Hier het abstract van de studie. Het volledige studie rapport: The safety and efficacy of EGFR TKIs monotherapy versus single-agent chemotherapy using third-generation cytotoxics as the first-line treatment for patients with advanced non-small cell lung cancer and poor performance status is hier tegen betaling in te zien.

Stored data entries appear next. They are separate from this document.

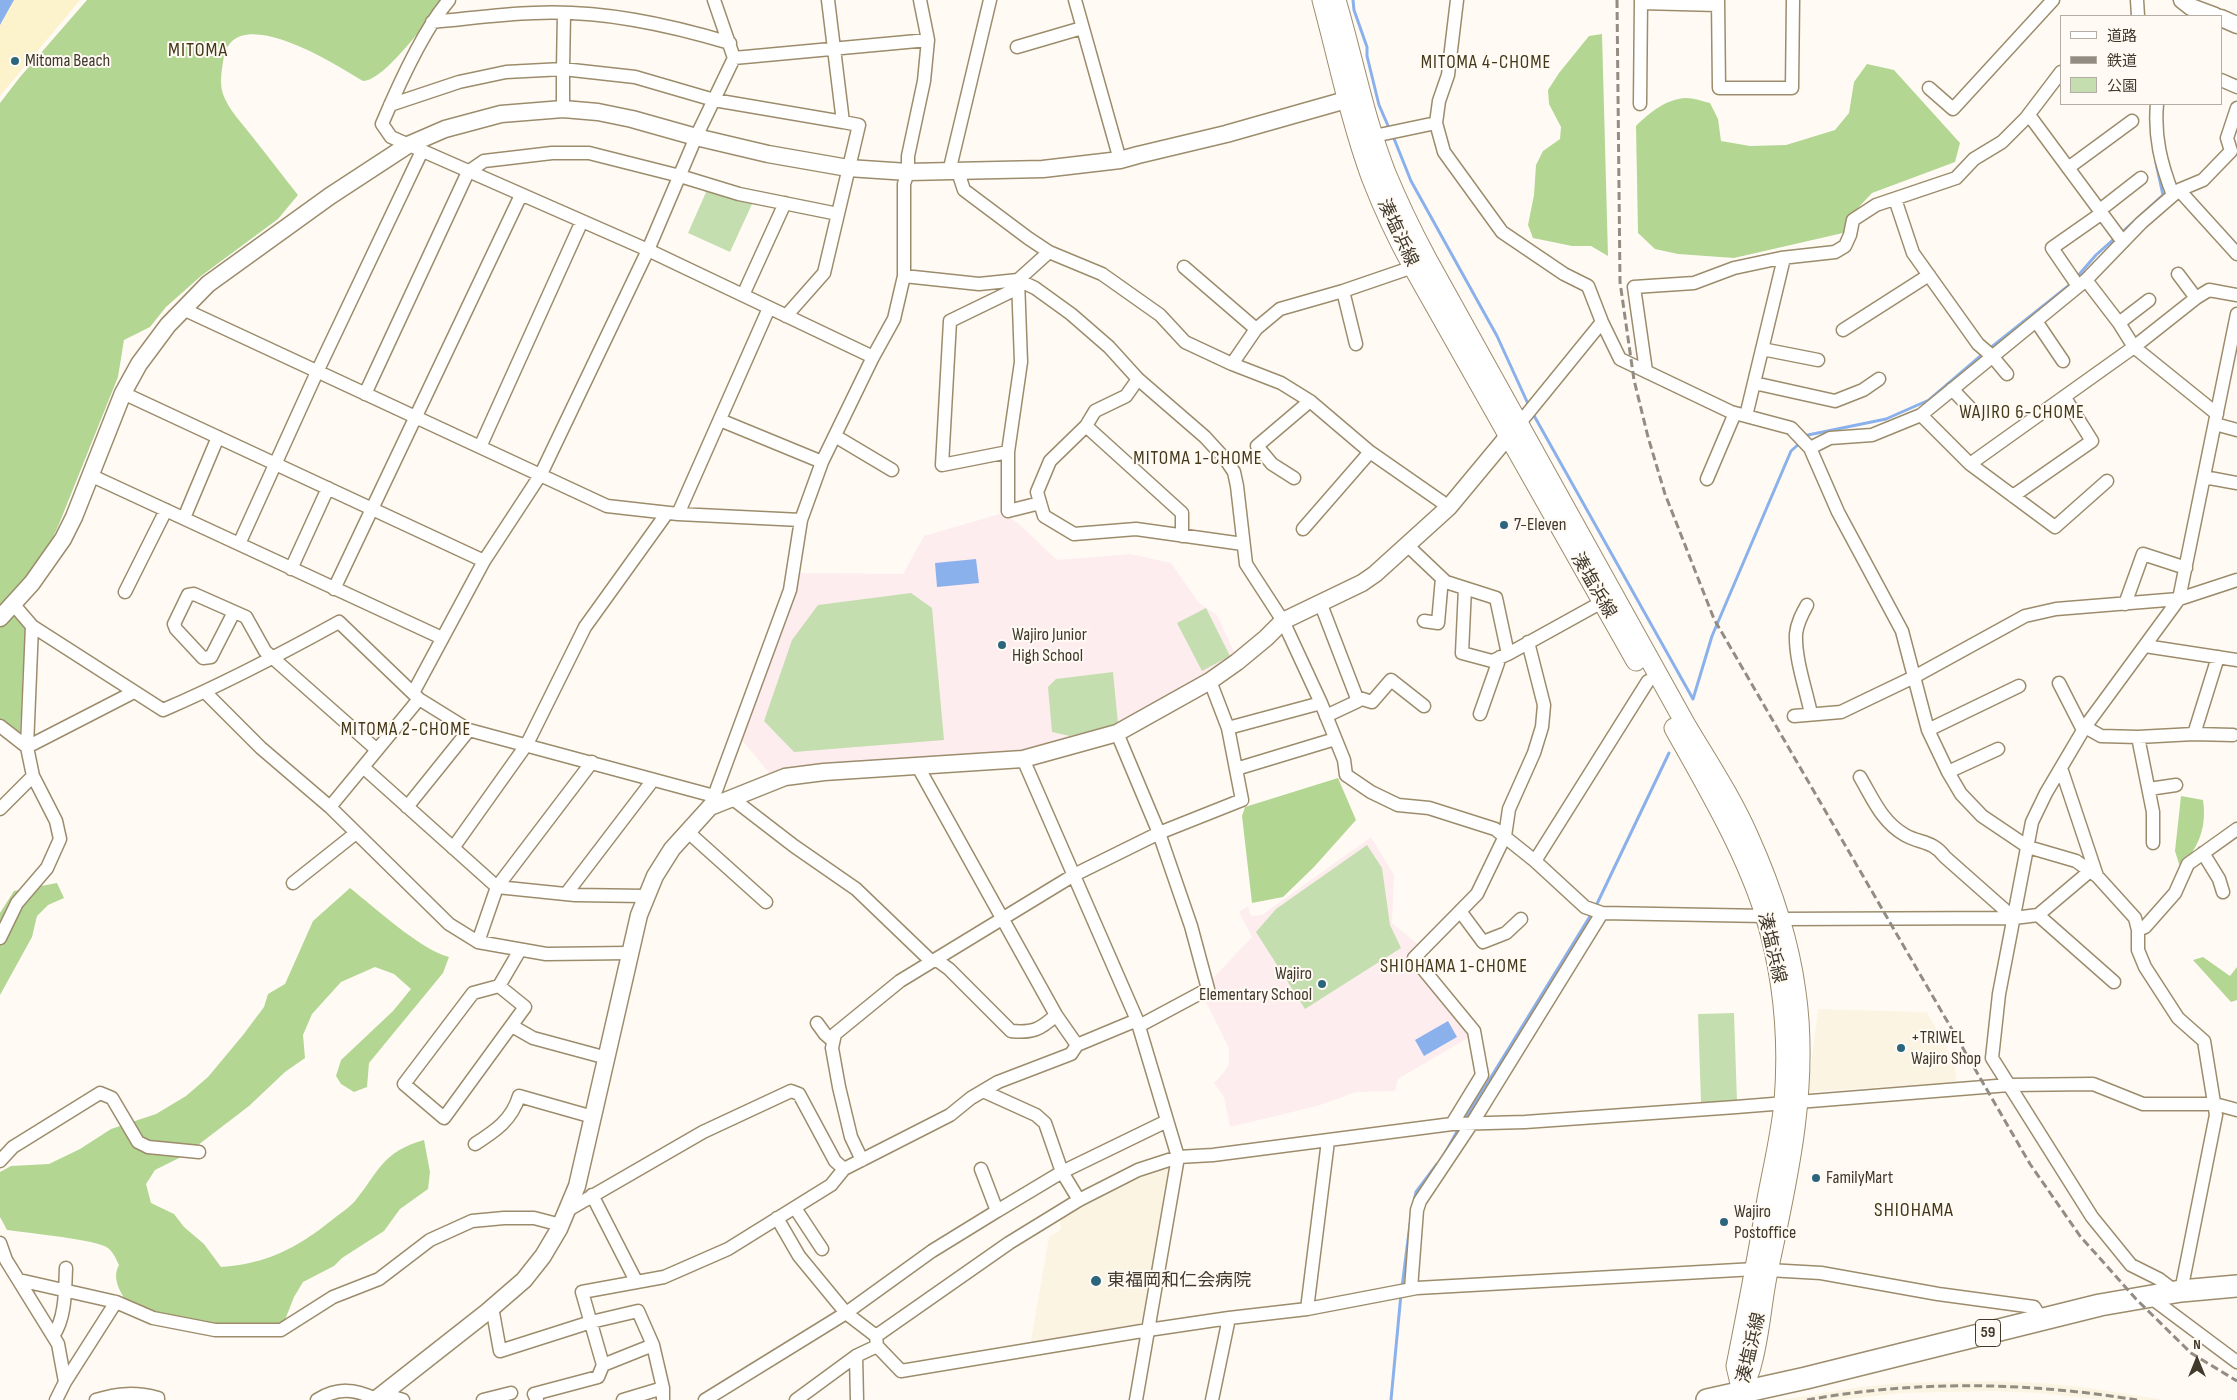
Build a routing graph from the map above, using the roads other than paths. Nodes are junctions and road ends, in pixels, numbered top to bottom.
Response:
1 (449, 0) edge
2 (714, 0) edge
3 (828, 0) edge
4 (920, 0) edge
5 (990, 0) edge
6 (1075, 0) edge
7 (1322, 0) edge
8 (1336, 0) edge
9 (1456, 0) edge
10 (1793, 0) edge
11 (2053, 0) edge
12 (2136, 0) edge
13 (1641, 1) edge
14 (1718, 2) edge
15 (2189, 6) edge
16 (564, 13) junction
17 (2138, 15) edge
18 (2212, 15) edge
19 (2222, 18) edge
20 (432, 22) junction
21 (2237, 25) edge
22 (1082, 28) junction
23 (928, 40) junction
24 (730, 43) junction
25 (1017, 47) dead end
26 (834, 48) junction
27 (734, 58) junction
28 (563, 69) junction
29 (2060, 73) edge
30 (2222, 80) edge
31 (2237, 87) edge
32 (1929, 88) dead end
33 (1355, 98) junction
34 (714, 100) junction
35 (1640, 104) dead end
36 (390, 105) junction
37 (2157, 105) edge
38 (2237, 108) edge
39 (563, 110) junction
40 (2029, 115) junction
41 (2132, 121) dead end
42 (843, 122) junction
43 (1436, 123) junction
44 (1374, 136) junction
45 (696, 137) junction
46 (415, 148) junction
47 (1120, 160) junction
48 (848, 168) junction
49 (2068, 168) junction
50 (468, 172) junction
51 (908, 172) junction
52 (953, 172) junction
53 (680, 176) junction
54 (2141, 178) dead end
55 (2176, 193) junction
56 (521, 195) junction
57 (1895, 199) junction
58 (785, 203) junction
59 (2101, 212) junction
60 (838, 214) junction
61 (582, 221) junction
62 (2120, 237) junction
63 (648, 250) junction
64 (1049, 252) junction
65 (2237, 254) edge
66 (1784, 258) junction
67 (1184, 267) dead end
68 (1413, 267) junction
69 (2178, 274) dead end
70 (1929, 275) junction
71 (904, 276) junction
72 (2082, 283) junction
73 (1018, 284) junction
74 (1343, 292) junction
75 (743, 295) junction
76 (2237, 295) edge
77 (2196, 298) junction
78 (2149, 300) dead end
79 (183, 308) junction
80 (769, 308) junction
81 (2237, 314) edge
82 (786, 316) junction
83 (2036, 321) junction
84 (1602, 322) junction
85 (2119, 323) junction
86 (1256, 329) junction
87 (1843, 330) dead end
88 (1356, 344) dead end
89 (2134, 347) junction
90 (1762, 349) junction
91 (1988, 352) junction
92 (873, 357) junction
93 (1818, 360) dead end
94 (2064, 361) dead end
95 (1232, 364) junction
96 (317, 372) junction
97 (1646, 372) junction
98 (2007, 374) dead end
99 (2231, 375) edge
100 (1138, 379) junction
101 (1879, 379) dead end
102 (1754, 383) junction
103 (1952, 389) junction
104 (123, 393) junction
105 (365, 394) junction
106 (2065, 398) junction
107 (1310, 402) junction
108 (1970, 408) dead end
109 (1741, 415) junction
110 (1921, 415) junction
111 (416, 417) junction
112 (2216, 419) junction
113 (720, 420) junction
114 (1086, 426) junction
115 (1514, 430) junction
116 (2237, 430) edge
117 (835, 436) junction
118 (218, 437) junction
119 (480, 447) junction
120 (1810, 448) junction
121 (1008, 452) junction
122 (1370, 452) junction
123 (822, 462) junction
124 (276, 464) junction
125 (1970, 464) junction
126 (892, 470) dead end
127 (541, 474) junction
128 (90, 475) junction
129 (2204, 477) junction
130 (1294, 478) dead end
131 (1707, 479) dead end
132 (2107, 481) dead end
133 (2237, 483) edge
134 (328, 488) junction
135 (2013, 496) junction
136 (1040, 503) junction
137 (1449, 507) junction
138 (373, 508) junction
139 (166, 510) junction
140 (672, 513) junction
141 (184, 518) junction
142 (801, 520) junction
143 (1303, 529) dead end
144 (1182, 536) junction
145 (239, 544) junction
146 (1243, 544) junction
147 (1408, 545) junction
148 (484, 561) junction
149 (2186, 568) junction
150 (291, 569) junction
151 (1442, 578) junction
152 (2237, 580) edge
153 (1465, 588) junction
154 (334, 589) junction
155 (126, 592) dead end
156 (2179, 600) junction
157 (1320, 602) junction
158 (1602, 602) junction
159 (14, 604) junction
160 (2125, 604) junction
161 (1807, 605) dead end
162 (234, 612) junction
163 (0, 618) edge
164 (1283, 621) junction
165 (1424, 621) dead end
166 (32, 626) junction
167 (442, 638) junction
168 (1528, 642) junction
169 (2145, 646) junction
170 (1504, 655) junction
171 (2218, 657) junction
172 (273, 659) junction
173 (2237, 660) edge
174 (1914, 677) junction
175 (1210, 681) junction
176 (1648, 681) junction
177 (2059, 683) dead end
178 (2019, 686) dead end
179 (134, 692) junction
180 (205, 692) junction
181 (416, 696) junction
182 (1356, 697) junction
183 (1321, 703) junction
184 (1424, 706) dead end
185 (1480, 714) dead end
186 (1811, 714) junction
187 (1326, 716) junction
188 (1794, 716) dead end
189 (0, 726) edge
190 (1228, 728) junction
191 (2084, 729) junction
192 (469, 730) junction
193 (1928, 730) junction
194 (1117, 733) junction
195 (2194, 734) junction
196 (2233, 735) dead end
197 (2138, 737) junction
198 (1335, 739) junction
199 (527, 744) junction
200 (27, 747) junction
201 (1998, 749) dead end
202 (377, 750) junction
203 (1022, 759) junction
204 (592, 762) junction
205 (917, 765) junction
206 (363, 767) junction
207 (2062, 768) junction
208 (1236, 769) junction
209 (1948, 772) junction
210 (33, 776) junction
211 (1860, 777) dead end
212 (653, 780) junction
213 (2176, 785) dead end
214 (2149, 789) junction
215 (733, 799) junction
216 (712, 802) junction
217 (330, 807) junction
218 (407, 807) junction
219 (0, 809) edge
220 (2237, 829) edge
221 (688, 832) junction
222 (1159, 832) junction
223 (356, 833) junction
224 (1505, 836) junction
225 (2153, 843) dead end
226 (453, 848) junction
227 (2028, 848) junction
228 (2203, 853) junction
229 (1535, 861) junction
230 (2094, 873) junction
231 (1074, 875) junction
232 (293, 883) dead end
233 (497, 887) junction
234 (2223, 892) dead end
235 (566, 894) junction
236 (645, 896) junction
237 (766, 902) dead end
238 (1460, 910) junction
239 (1602, 913) junction
240 (2038, 915) junction
241 (1772, 917) junction
242 (1001, 918) junction
243 (2014, 918) junction
244 (1521, 919) dead end
245 (2138, 930) junction
246 (0, 938) edge
247 (478, 942) junction
248 (520, 950) junction
249 (630, 954) junction
250 (931, 961) junction
251 (2114, 982) dead end
252 (499, 986) junction
253 (1056, 1015) junction
254 (817, 1023) dead end
255 (1138, 1023) junction
256 (512, 1026) junction
257 (833, 1041) junction
258 (1077, 1045) junction
259 (607, 1058) junction
260 (2009, 1085) junction
261 (984, 1091) junction
262 (1790, 1102) junction
263 (2214, 1104) junction
264 (2237, 1110) edge
265 (593, 1117) junction
266 (1167, 1121) junction
267 (1452, 1124) junction
268 (1471, 1124) junction
269 (1328, 1140) junction
270 (476, 1144) dead end
271 (199, 1152) dead end
272 (1178, 1157) junction
273 (862, 1160) junction
274 (0, 1161) edge
275 (844, 1170) junction
276 (981, 1170) dead end
277 (1062, 1172) junction
278 (592, 1195) junction
279 (1078, 1200) junction
280 (795, 1208) junction
281 (568, 1210) junction
282 (997, 1211) junction
283 (777, 1218) junction
284 (561, 1225) junction
285 (0, 1243) edge
286 (822, 1248) dead end
287 (3, 1258) edge
288 (66, 1268) dead end
289 (1762, 1269) junction
290 (19, 1280) junction
291 (636, 1281) junction
292 (2237, 1286) edge
293 (1411, 1289) junction
294 (65, 1292) junction
295 (2179, 1292) junction
296 (2150, 1296) junction
297 (116, 1302) junction
298 (492, 1307) junction
299 (1307, 1309) junction
300 (846, 1313) junction
301 (1229, 1318) junction
302 (2042, 1320) junction
303 (590, 1322) junction
304 (1148, 1330) junction
305 (53, 1336) junction
306 (876, 1341) junction
307 (654, 1345) junction
308 (856, 1356) junction
309 (2237, 1362) edge
310 (603, 1365) junction
311 (65, 1382) junction
312 (1742, 1392) junction
313 (511, 1393) dead end
314 (663, 1394) edge
315 (378, 1398) edge
316 (56, 1400) edge
317 (96, 1400) edge
318 (158, 1400) edge
319 (317, 1400) edge
320 (403, 1400) edge
321 (483, 1400) edge
322 (537, 1400) edge
323 (623, 1400) edge
324 (705, 1400) edge
325 (796, 1400) edge
326 (857, 1400) edge
327 (1136, 1400) edge
328 (1212, 1400) edge
329 (1709, 1400) edge

1 - 20 street
2 - 24 street
3 - 26 street
4 - 23 street
5 - 52 street
6 - 22 street
7 - 33 main road, 湊塩浜線
8 - 33 main road, 湊塩浜線
9 - 43 street
10 - 14 street
11 - 32 street
12 - 17 street
13 - 14 street
13 - 35 street
15 - 18 street
16 - 20 street
16 - 24 street
16 - 28 street
19 - 21 street
20 - 36 street
22 - 25 street
22 - 47 street
23 - 26 street
23 - 51 street
24 - 27 street
26 - 27 street
26 - 42 street
27 - 34 street
28 - 34 street
28 - 36 street
28 - 39 street
29 - 40 street
30 - 31 street
33 - 44 main road, 湊塩浜線
33 - 47 street
33 - 68 main road, 湊塩浜線
34 - 42 street
34 - 45 street
36 - 46 street
37 - 55 street
38 - 55 street
39 - 45 street
39 - 46 street
40 - 49 street
40 - 57 street
41 - 49 street
42 - 48 street
43 - 44 street
43 - 84 street
44 - 115 main road, 湊塩浜線
45 - 48 street
45 - 53 street
46 - 50 street
46 - 79 street
46 - 96 street
47 - 52 street
48 - 51 street
48 - 60 street
49 - 59 street
50 - 53 street
50 - 56 street
50 - 105 street
51 - 52 street
51 - 71 street
52 - 64 street
53 - 58 street
53 - 63 street
54 - 59 street
55 - 62 street
55 - 65 street
56 - 61 street
56 - 111 street
57 - 66 street
57 - 70 street
58 - 60 street
58 - 75 street
59 - 62 street
59 - 72 street
60 - 82 street
61 - 63 street
61 - 119 street
62 - 72 street
63 - 75 street
63 - 127 street
64 - 73 street
64 - 95 street
66 - 90 street
66 - 97 street
67 - 86 street
68 - 74 street
68 - 115 main road, 湊塩浜線
69 - 77 street
70 - 87 street
70 - 91 street
71 - 73 street
71 - 92 street
72 - 83 street
72 - 85 street
73 - 100 street
73 - 121 street
73 - 121 street
74 - 86 street
74 - 88 street
75 - 80 street
76 - 77 street
77 - 89 street
78 - 85 street
79 - 96 street
79 - 104 street
80 - 82 street
80 - 113 street
81 - 99 street
82 - 92 street
83 - 91 street
83 - 94 street
84 - 97 street
84 - 115 street
85 - 89 street
86 - 95 street
89 - 106 street
89 - 112 street
90 - 93 street
90 - 102 street
91 - 98 street
91 - 103 street
92 - 117 street
95 - 107 street
96 - 105 street
96 - 124 street
97 - 109 street
99 - 112 street
100 - 114 street
100 - 146 street
101 - 102 street
102 - 109 street
103 - 108 street
103 - 110 street
104 - 118 street
104 - 128 street
105 - 111 street
106 - 125 street
106 - 135 street
107 - 122 street
107 - 130 street
109 - 120 street
109 - 131 street
110 - 120 street
110 - 125 street
111 - 119 street
111 - 138 street
112 - 116 street
112 - 129 street
113 - 123 street
113 - 140 street
114 - 136 street
114 - 144 street
115 - 137 street
115 - 158 main road, 湊塩浜線
115 - 241 main road, 湊塩浜線
117 - 123 street
117 - 126 street
118 - 124 street
118 - 141 street
119 - 127 street
120 - 174 street
121 - 136 street
122 - 137 street
122 - 143 street
123 - 142 street
124 - 134 street
124 - 145 street
125 - 135 street
127 - 140 street
127 - 148 street
128 - 139 street
128 - 159 street
129 - 133 street
129 - 149 street
132 - 135 street
134 - 138 street
134 - 150 street
136 - 144 street
137 - 147 street
138 - 148 street
138 - 154 street
139 - 141 street
139 - 155 street
140 - 142 street
140 - 199 street
141 - 145 street
142 - 216 street
144 - 146 street
145 - 150 street
146 - 164 street
147 - 151 street
147 - 157 street
148 - 167 street
149 - 156 street
149 - 160 street
150 - 154 street
151 - 153 street
151 - 165 street
152 - 156 street
153 - 170 street
153 - 170 street
154 - 167 street
156 - 160 street
156 - 169 street
157 - 164 street
157 - 182 street
158 - 168 street
158 - 176 main road, 湊塩浜線
159 - 163 street
159 - 166 street
160 - 174 street
161 - 186 street
162 - 162 street
162 - 172 street
164 - 175 street
164 - 183 street
166 - 179 street
166 - 200 street
167 - 181 street
168 - 170 street
168 - 224 street
169 - 171 street
169 - 191 street
170 - 185 street
171 - 173 street
171 - 195 street
172 - 180 street
172 - 181 street
172 - 202 street
174 - 186 street
174 - 193 street
175 - 190 street
175 - 194 street
176 - 229 street
176 - 241 main road, 湊塩浜線
177 - 191 street
178 - 193 street
179 - 180 street
179 - 200 street
180 - 217 street
181 - 192 street
181 - 202 street
182 - 184 street
182 - 187 street
183 - 187 street
183 - 190 street
186 - 188 street
187 - 198 street
189 - 200 street
190 - 208 street
191 - 197 street
191 - 207 street
192 - 199 street
192 - 218 street
193 - 209 street
194 - 203 street
194 - 222 street
195 - 196 street
195 - 197 street
197 - 214 street
198 - 208 street
198 - 224 street
199 - 204 street
199 - 226 street
200 - 210 street
201 - 209 street
202 - 206 street
203 - 205 street
203 - 231 street
204 - 212 street
204 - 233 street
205 - 215 street
205 - 242 street
206 - 217 street
206 - 218 street
207 - 227 street
207 - 230 street
208 - 222 street
209 - 227 street
210 - 219 street
210 - 246 street
211 - 243 street
212 - 216 street
212 - 235 street
213 - 214 street
214 - 225 street
215 - 216 street
215 - 250 street
216 - 221 street
217 - 223 street
218 - 226 street
220 - 228 street
221 - 236 street
221 - 237 street
222 - 231 street
222 - 255 street
223 - 232 street
223 - 247 street
224 - 229 street
224 - 238 street
226 - 233 street
227 - 230 street
227 - 243 street
228 - 234 street
228 - 245 street
229 - 239 street
230 - 240 street
230 - 245 street
231 - 242 street
231 - 255 street
233 - 235 street
233 - 247 street
235 - 236 street
236 - 249 street
238 - 244 street
238 - 267 street
239 - 241 street
239 - 268 street
240 - 243 street
240 - 251 street
241 - 243 street
241 - 262 main road, 湊塩浜線
242 - 250 street
242 - 253 street
243 - 260 street
245 - 263 street
247 - 248 street
248 - 249 street
248 - 252 street
249 - 259 street
250 - 253 street
250 - 257 street
252 - 256 street
252 - 256 street
253 - 258 street
254 - 257 street
255 - 258 street
255 - 266 street
256 - 259 street
257 - 273 street
258 - 261 street
259 - 265 street
260 - 262 street
260 - 263 street
260 - 295 street
261 - 273 street
261 - 277 street
262 - 268 street
262 - 289 main road, 湊塩浜線
263 - 264 street
263 - 295 street
265 - 270 street
265 - 281 street
266 - 272 street
266 - 277 street
267 - 268 street
267 - 269 street
268 - 293 street
269 - 272 street
269 - 299 street
271 - 274 street
272 - 279 street
272 - 304 street
273 - 275 street
275 - 278 street
275 - 280 street
276 - 282 street
277 - 279 street
277 - 282 street
278 - 281 street
278 - 291 street
279 - 306 street
280 - 283 street
280 - 286 street
281 - 284 street
282 - 300 street
283 - 291 street
283 - 300 street
284 - 297 street
284 - 298 street
285 - 287 street
287 - 290 street
288 - 294 street
289 - 293 street
289 - 302 street
289 - 312 main road, 湊塩浜線
290 - 294 street
290 - 305 street
291 - 303 street
292 - 295 main road, 59
293 - 299 street
294 - 297 street
294 - 305 street
295 - 296 main road, 59
296 - 302 main road, 59
296 - 309 street
297 - 311 street
298 - 303 street
298 - 315 street
299 - 301 street
300 - 306 street
300 - 324 street
301 - 304 street
301 - 328 street
302 - 312 main road, 59
303 - 307 street
303 - 310 street
304 - 306 street
304 - 327 street
305 - 311 street
306 - 308 street
307 - 310 street
307 - 314 street
308 - 325 street
308 - 326 street
310 - 322 street
311 - 316 street
312 - 329 main road, 59
313 - 321 street
314 - 323 street
315 - 319 street
315 - 320 street
317 - 318 street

EGFR TKIs tended to be more effective in control of tumor progression, reduction of therapy-related toxicities, improvement of symptoms or quality-of-life in the first-line treatments of ANSCLC patients with poor PS

Lung Cancer
Volume 73, Issue 2 , Pages 203-210, August 2011

Summary 

Purpose

To assess the risk/benefit profiles of EGFR TKIs monotherapy using erlotinib or gefitinib in comparison with single-agent chemotherapy using third-generation cytotoxics (gemcitabine, vinorelbine, taxanes) as the first-line treatment for chemonaÏve patients with advanced non-small cell lung cancer (ANSCLC) and poor performance status (PS).

Methods

A pooled analysis and systematic review was performed using trials identified through MEDLINE, EMBASE, Cochrane Library, and the Clinical-Trials.gov. Data were collected from randomized and non-randomized phase II or III clinical trials of EGFR TKIs monotherapy or single-agent chemotherapy using third-generation cytotoxics published before 3/1/2010, and the pooled estimates for efficacy and safety outcomes of interest were calculated.

Results

Fifteen eligible trials (1425 patients) were selected from 323 studies that initially were identified. In 5 of the selected single-agent chemotherapy studies, the elderly were included together with poor PS patients. Outcomes from these studies still were employed for a thorough analysis. Targeting poor PS patients, we found that the pooled response rate (95% confidence interval) to EGFR TKIs for unselected population was 6% (3–8%), not substantially different from 9% (6–13%) reported by single-agent chemotherapy trials using third-generation cytotoxics. However, EGFR TKIs had better disease control rates with a pooled estimate of 40% (33–47%), significantly higher than 30% (20–41%) of the cytotoxics. Single-agent chemotherapy trials enrolling both elderly and poor PS patients had better results with the pooled response rate and the pooled disease control rate was 13% (11–16%) and 41% (36–46%) respectively. For safety information, despite both treatments were well-tolerated, the toxicity profile of EGFR TKIs was clearly more favorable than that reported by chemotherapy. The severe hematological adverse events related to EGFR TKIs treatment were rare. EGFR TKIs also tended to be more effective in improvement of symptoms or quality-of-life (QOL).

Conclusion

Although, both of the treatments had low response rates, EGFR TKIs tended to be more effective in control of tumor progression, reduction of therapy-related toxicities, improvement of symptoms or quality-of-life in the first-line treatments of ANSCLC patients with poor PS. Moreover, our data also suggest that the elderly patients without selection carefully according their PS should be separated from this population. Further investigations with valid comparison groups are necessary.